Even though at that point he no longer needed to worry about compromising her, since she was already hopelessly compromised. The man could be needlessly stubborn.
“And the first time?” Mrs. Watson sounded a little breathless.
“Shortly before I turned seventeen. We’d known each other for a while by then, and I decided that he would make for a good—or at least interesting—lover.”
“But you were so young, practically children!”
For someone who had led a rather scandalous life, Charlotte reflected, Mrs. Watson was rather easily scandalized. At least by Charlotte.
“It’s hardly unheard of for girls to be married at sixteen. And he had already lost his virginity, so it wasn’t as if I threatened him with imminent deflowering.”

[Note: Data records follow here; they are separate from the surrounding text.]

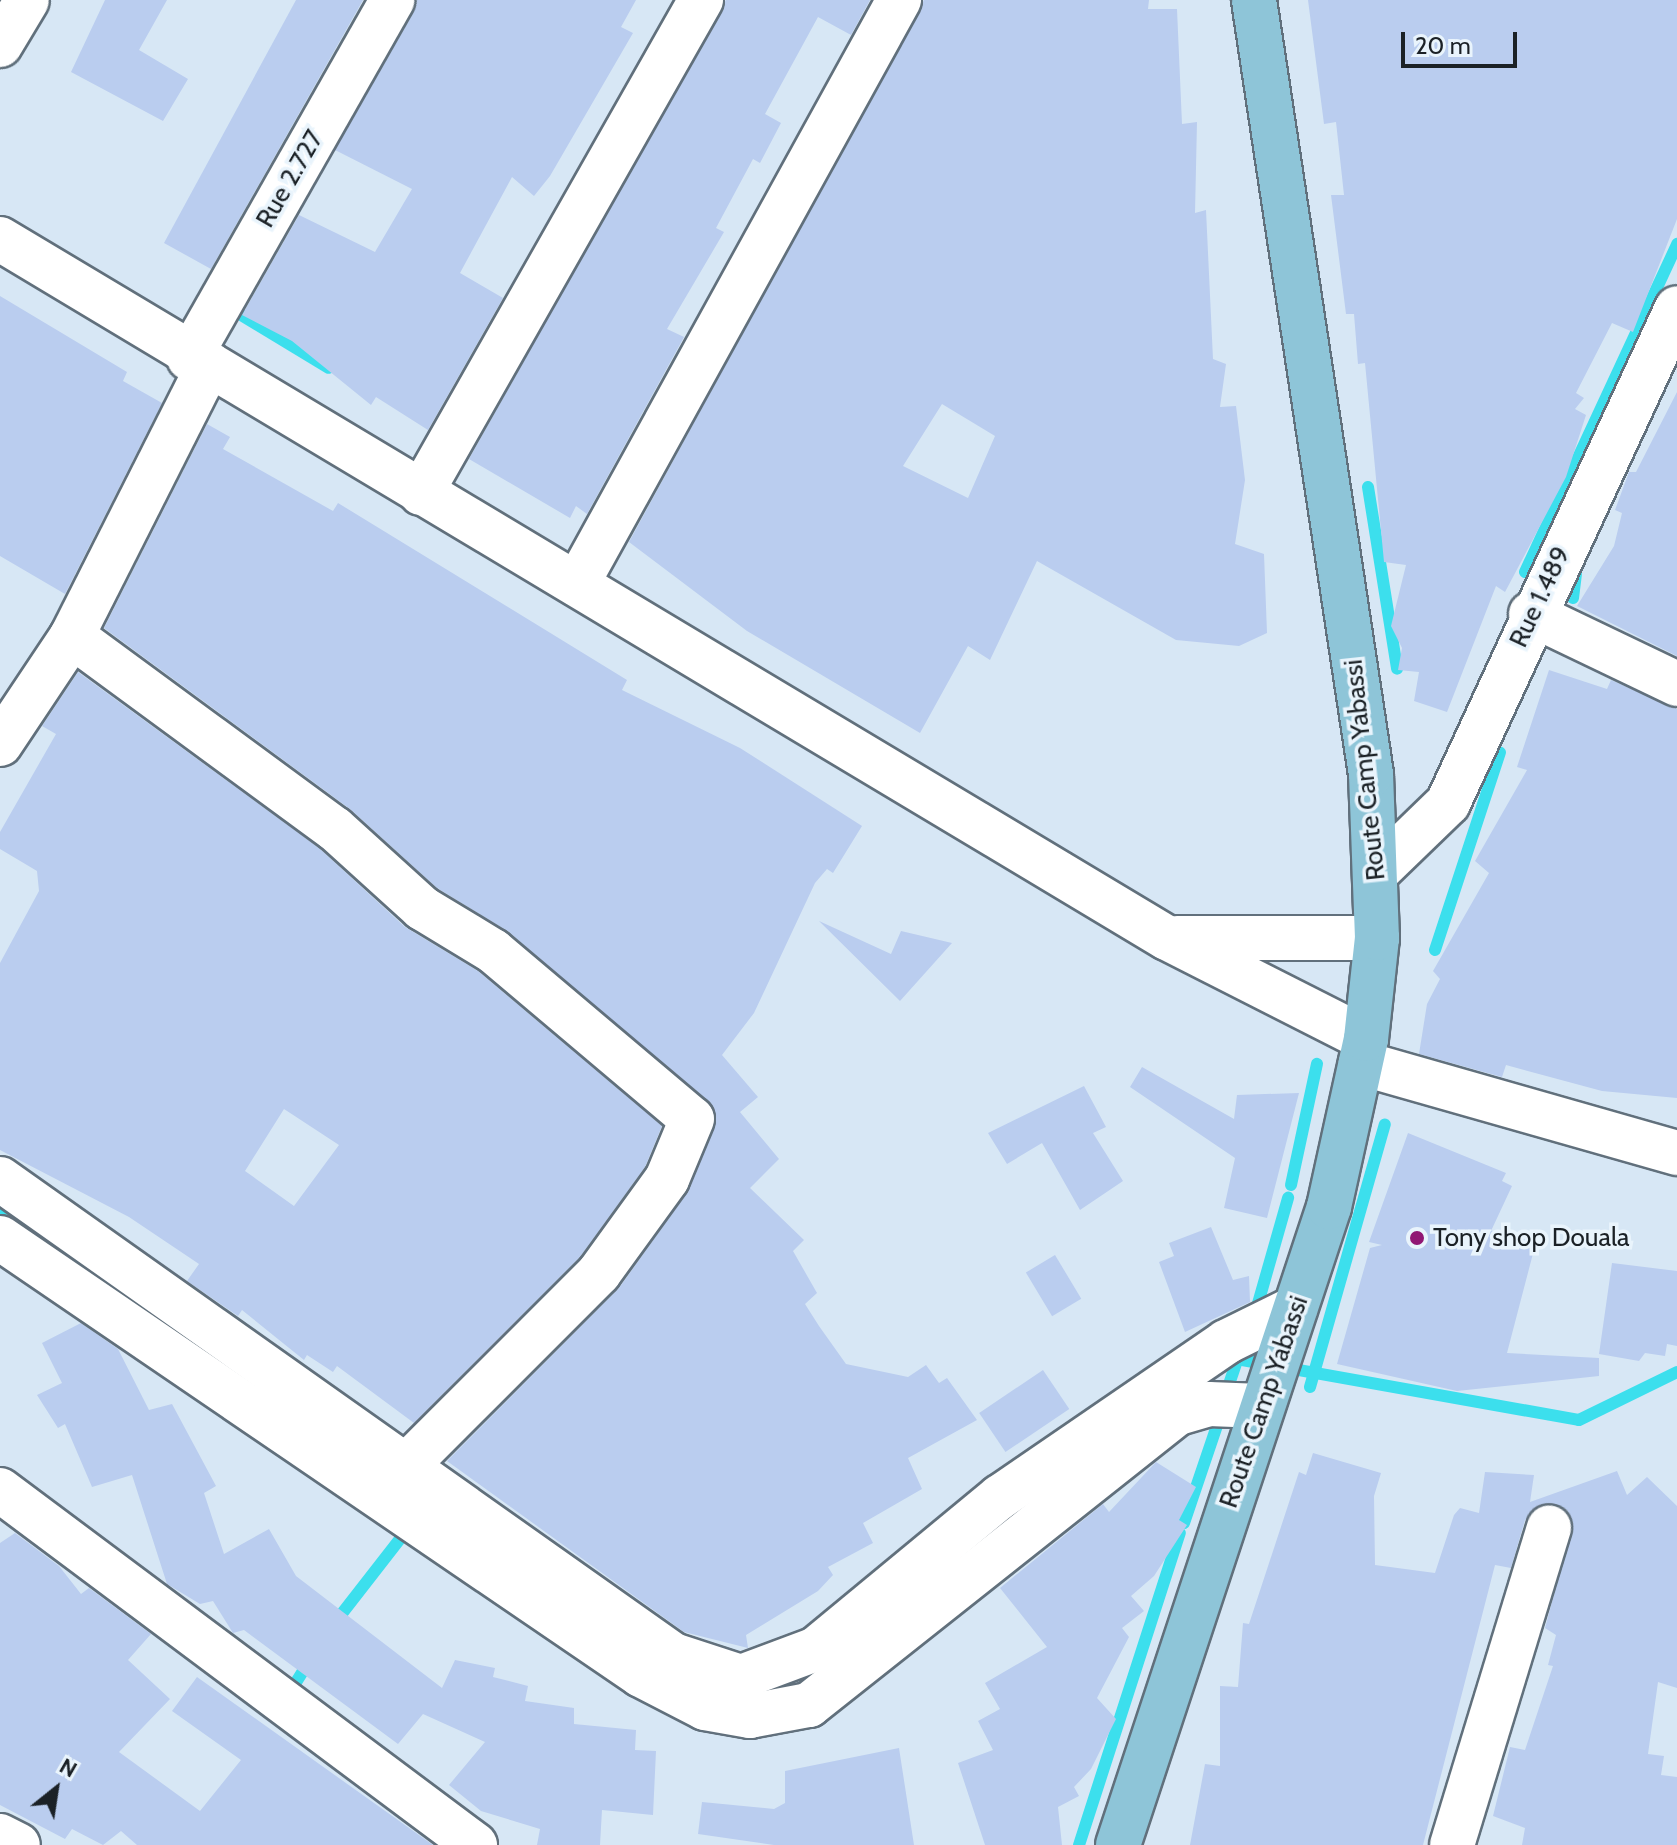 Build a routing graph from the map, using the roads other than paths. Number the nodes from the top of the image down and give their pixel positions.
1 (27, 0) edge
2 (392, 0) edge
3 (701, 0) edge
4 (899, 0) edge
5 (1254, 0) edge
6 (0, 45) edge
7 (0, 239) edge
8 (1677, 308) edge
9 (198, 363) junction
10 (421, 493) junction
11 (577, 584) junction
12 (1531, 614) junction
13 (72, 636) junction
14 (1677, 684) edge
15 (0, 744) edge
16 (1380, 869) junction
17 (1167, 938) junction
18 (1377, 938) junction
19 (1363, 1051) junction
20 (1677, 1153) edge
21 (0, 1179) edge
22 (0, 1238) edge
23 (1291, 1322) junction
24 (1264, 1398) junction
25 (404, 1468) junction
26 (0, 1490) edge
27 (1549, 1528) dead end
28 (0, 1836) edge
29 (18, 1845) edge
30 (475, 1845) edge
31 (1118, 1845) edge
32 (1452, 1845) edge

1 - 6 street
2 - 9 street, Rue 2.727
3 - 10 street
4 - 11 street
5 - 16 main road, Route Camp Yabassi
7 - 9 street
8 - 12 street, Rue 1.489
9 - 10 street
9 - 13 street, Rue 2.727
10 - 11 street
11 - 17 street
12 - 14 street
12 - 16 street, Rue 1.489
13 - 15 street, Rue 2.727
13 - 25 street
16 - 18 main road, Route Camp Yabassi
17 - 18 street
17 - 19 street
18 - 19 main road, Route Camp Yabassi
19 - 20 street
19 - 23 main road, Route Camp Yabassi
21 - 25 street
22 - 24 street
23 - 24 main road, Route Camp Yabassi
23 - 25 street
24 - 31 main road, Route Camp Yabassi
26 - 30 street
27 - 32 street
28 - 29 street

Mrs. Watson giggled. “And he said no to this non-threat.”
“After I wooed him with a beautifully wrapped French letter, no less.”
Mrs. Watson covered her mouth with both hands, scandalized anew. “Where did you even find such a thing?”
“I believe I have told you that my sister and I snooped in our father’s study whenever the opportunity presented itself?”
Mrs. Watson nodded.
Sir Henry and Lady Holmes had never told their children anything of true importance, such as the family’s near bankruptcy. Their two youngest daughters, who had always been each other’s greatest allies, had formed the habit of finding out everything on their own.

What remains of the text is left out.